Another series of attempts to establish contact had been under way in Stockholm since the early 1940s and revolved largely around Theodor Steltzer, a key member of the Kreisau Circle. In May 1942 Bishop George Bell of Chichester met with Dietrich Bonhoeffer and his fellow clergyman Hans Schönfeld in Stockholm. Without knowing anything about the plans of the other, the two Germans had both decided to go to Sweden when they learned that Bell would be there. They told him about the opposition and the Kreisauers’ ideas for peace and expressed the hope that some token of encouragement might be offered. Bell was quite well acquainted with Bonhoeffer, who had been a pastor in the German church in London during the 1930s, and knew that he was one of the leading figures in the Confessional Church in Germany. A man of radical religious conviction, Bonhoeffer had repeatedly insisted that Hitler had to be “exterminated” regardless of the political consequences. At a secret church conference in Geneva in 1941 he had gone even further, announcing that he prayed for the defeat of his country because that was the only way Germany would be able to atone for the crimes it had committed. 7Schönfeld, on the other hand, brought only one question: Would the Allies adopt a different stance toward a Germany that had liberated itself from Hitler than they would toward a Germany still under his rule? Bell forwarded a report to the British Foreign Office, but Anthony Eden wrote back only to say he was “satisfied that it is not in the national interest to provide an answer of any kind.” When Bell approached the British Foreign Office again, Eden noted in the margin of his reply, “I see no reason whatsoever to encourage this pestilent priest!” 8
One year later Helmuth von Moltke went to Stockholm for a week, taking with him some information about the White Rose and one of its leaflets, as if he felt impelled to prove the seriousness of his opposition to the Nazi regime.
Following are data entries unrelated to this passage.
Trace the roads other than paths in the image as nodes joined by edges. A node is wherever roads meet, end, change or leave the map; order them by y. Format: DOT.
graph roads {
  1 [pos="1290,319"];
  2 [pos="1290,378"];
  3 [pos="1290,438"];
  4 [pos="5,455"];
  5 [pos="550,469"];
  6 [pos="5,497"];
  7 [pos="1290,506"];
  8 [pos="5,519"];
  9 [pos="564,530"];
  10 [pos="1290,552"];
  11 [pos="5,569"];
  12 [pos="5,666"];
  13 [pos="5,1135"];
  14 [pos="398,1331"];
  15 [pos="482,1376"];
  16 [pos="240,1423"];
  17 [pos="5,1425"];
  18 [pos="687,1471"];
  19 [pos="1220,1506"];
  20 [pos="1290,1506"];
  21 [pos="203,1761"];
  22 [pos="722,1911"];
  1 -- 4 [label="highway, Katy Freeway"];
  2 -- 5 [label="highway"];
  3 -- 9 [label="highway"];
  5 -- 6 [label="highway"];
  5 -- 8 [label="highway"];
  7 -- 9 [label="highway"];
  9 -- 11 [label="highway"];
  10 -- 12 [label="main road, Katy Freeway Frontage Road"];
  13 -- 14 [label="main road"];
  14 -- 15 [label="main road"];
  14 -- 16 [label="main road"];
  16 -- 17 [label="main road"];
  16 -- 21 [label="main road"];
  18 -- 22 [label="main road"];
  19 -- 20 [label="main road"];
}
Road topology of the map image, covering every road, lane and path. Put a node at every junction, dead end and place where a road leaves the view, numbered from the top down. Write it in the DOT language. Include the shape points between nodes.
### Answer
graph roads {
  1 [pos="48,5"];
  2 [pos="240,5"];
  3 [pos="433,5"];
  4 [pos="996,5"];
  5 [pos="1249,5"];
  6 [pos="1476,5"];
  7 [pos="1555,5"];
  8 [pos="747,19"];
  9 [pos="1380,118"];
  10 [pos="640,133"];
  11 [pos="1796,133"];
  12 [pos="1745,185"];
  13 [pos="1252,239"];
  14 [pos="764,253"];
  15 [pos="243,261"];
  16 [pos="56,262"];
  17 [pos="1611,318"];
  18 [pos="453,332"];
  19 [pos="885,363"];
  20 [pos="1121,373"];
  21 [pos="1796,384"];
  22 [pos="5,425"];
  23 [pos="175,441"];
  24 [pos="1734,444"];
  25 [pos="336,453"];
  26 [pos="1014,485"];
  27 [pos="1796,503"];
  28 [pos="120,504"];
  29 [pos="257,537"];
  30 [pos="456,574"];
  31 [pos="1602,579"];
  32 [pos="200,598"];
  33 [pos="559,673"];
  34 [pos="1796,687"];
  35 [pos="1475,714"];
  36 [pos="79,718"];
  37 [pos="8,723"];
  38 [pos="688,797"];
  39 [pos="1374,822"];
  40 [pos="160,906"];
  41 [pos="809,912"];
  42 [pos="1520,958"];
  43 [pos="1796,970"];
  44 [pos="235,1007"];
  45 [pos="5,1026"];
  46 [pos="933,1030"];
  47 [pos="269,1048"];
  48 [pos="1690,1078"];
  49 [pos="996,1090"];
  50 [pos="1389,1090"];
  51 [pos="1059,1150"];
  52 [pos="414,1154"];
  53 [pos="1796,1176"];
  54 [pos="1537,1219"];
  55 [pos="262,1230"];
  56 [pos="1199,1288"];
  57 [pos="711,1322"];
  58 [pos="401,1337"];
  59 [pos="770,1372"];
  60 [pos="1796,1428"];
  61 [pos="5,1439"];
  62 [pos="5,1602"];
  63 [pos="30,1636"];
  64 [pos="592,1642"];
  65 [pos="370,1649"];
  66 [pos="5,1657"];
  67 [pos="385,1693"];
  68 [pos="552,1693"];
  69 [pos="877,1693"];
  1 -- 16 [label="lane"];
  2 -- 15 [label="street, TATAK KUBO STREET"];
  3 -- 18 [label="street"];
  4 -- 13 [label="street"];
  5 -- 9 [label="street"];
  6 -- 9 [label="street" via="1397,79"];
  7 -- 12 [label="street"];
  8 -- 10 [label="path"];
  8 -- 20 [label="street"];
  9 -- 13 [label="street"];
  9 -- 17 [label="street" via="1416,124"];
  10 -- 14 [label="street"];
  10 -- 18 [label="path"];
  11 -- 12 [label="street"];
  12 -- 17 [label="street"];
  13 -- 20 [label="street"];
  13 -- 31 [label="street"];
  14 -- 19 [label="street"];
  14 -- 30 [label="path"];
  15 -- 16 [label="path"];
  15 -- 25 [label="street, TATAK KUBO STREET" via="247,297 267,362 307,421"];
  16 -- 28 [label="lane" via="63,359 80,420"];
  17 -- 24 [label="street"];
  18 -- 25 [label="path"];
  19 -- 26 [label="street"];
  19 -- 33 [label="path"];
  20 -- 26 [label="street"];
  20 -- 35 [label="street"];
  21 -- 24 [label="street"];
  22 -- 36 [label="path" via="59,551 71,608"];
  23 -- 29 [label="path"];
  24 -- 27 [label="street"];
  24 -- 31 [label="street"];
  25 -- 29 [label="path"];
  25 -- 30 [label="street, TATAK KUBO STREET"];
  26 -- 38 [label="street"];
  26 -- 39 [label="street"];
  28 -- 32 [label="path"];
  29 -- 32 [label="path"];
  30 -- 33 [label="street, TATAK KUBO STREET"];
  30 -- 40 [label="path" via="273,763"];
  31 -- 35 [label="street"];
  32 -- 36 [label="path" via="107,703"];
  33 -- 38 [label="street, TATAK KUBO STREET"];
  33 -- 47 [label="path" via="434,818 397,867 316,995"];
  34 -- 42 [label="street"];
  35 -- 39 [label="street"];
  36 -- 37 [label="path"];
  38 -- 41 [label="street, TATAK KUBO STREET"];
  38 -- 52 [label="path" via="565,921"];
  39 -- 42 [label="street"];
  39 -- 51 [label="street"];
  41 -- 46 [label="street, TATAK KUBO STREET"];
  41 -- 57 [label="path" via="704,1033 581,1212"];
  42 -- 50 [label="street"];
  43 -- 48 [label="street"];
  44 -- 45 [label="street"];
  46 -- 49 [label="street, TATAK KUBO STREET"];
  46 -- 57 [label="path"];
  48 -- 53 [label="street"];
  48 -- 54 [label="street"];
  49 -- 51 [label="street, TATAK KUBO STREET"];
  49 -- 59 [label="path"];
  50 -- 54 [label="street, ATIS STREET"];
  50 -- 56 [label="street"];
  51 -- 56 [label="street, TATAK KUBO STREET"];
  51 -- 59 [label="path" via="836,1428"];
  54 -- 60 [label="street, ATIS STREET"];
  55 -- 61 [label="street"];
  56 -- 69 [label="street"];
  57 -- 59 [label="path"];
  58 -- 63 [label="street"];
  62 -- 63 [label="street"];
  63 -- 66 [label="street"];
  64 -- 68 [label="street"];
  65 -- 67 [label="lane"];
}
Eugen Gerstenmaier, the theologian, and Hans Lukaschek, a lawyer who had joined the Kreisau Circle, also traveled to Stockholm, as on a number of occasions, did Adam von Trott, whose words sounded a desperate appeal for help: “We cannot afford to wait any longer,” he pleaded to a Swedish friend. “We are so weak that we will only achieve our goal if everything goes our way and we get outside help.” 9
But there was to be no help or any sign of encouragement, just a deep, persistent silence. The Allies did not even trouble themselves to reject the various attempts to contact them; they simply closed their eyes to the German resistance, acting as if it did not exist. Men like Bonhoeffer, Trott, Gerstenmaier, and Steltzer felt united with the Allies in their abhorrence for their common “archenemy” and their realization of the danger that he posed. They therefore imagined themselves closely affiliated with the Allied struggle against this monstrous tyranny, which, in Churchill’s words, had never been surpassed in the “dark, lamentable catalog of human crime.” This was an illusion for which the conspirators would pay with countless humiliations. Perhaps they were ahead of the times in their moral internationalism, which had met with such deep incomprehension in the conversations of 1938-39. At any rate, the sense of common ground on which they based their appeals was not shared by the British, who could never free themselves of the suspicion that they were dealing with a bunch of traitors, or Nazis in disguise. The phenomenon of committing “treason” for high moral or philosophical purpose, which has become so characteristic of the twentieth century, was an enigma to them.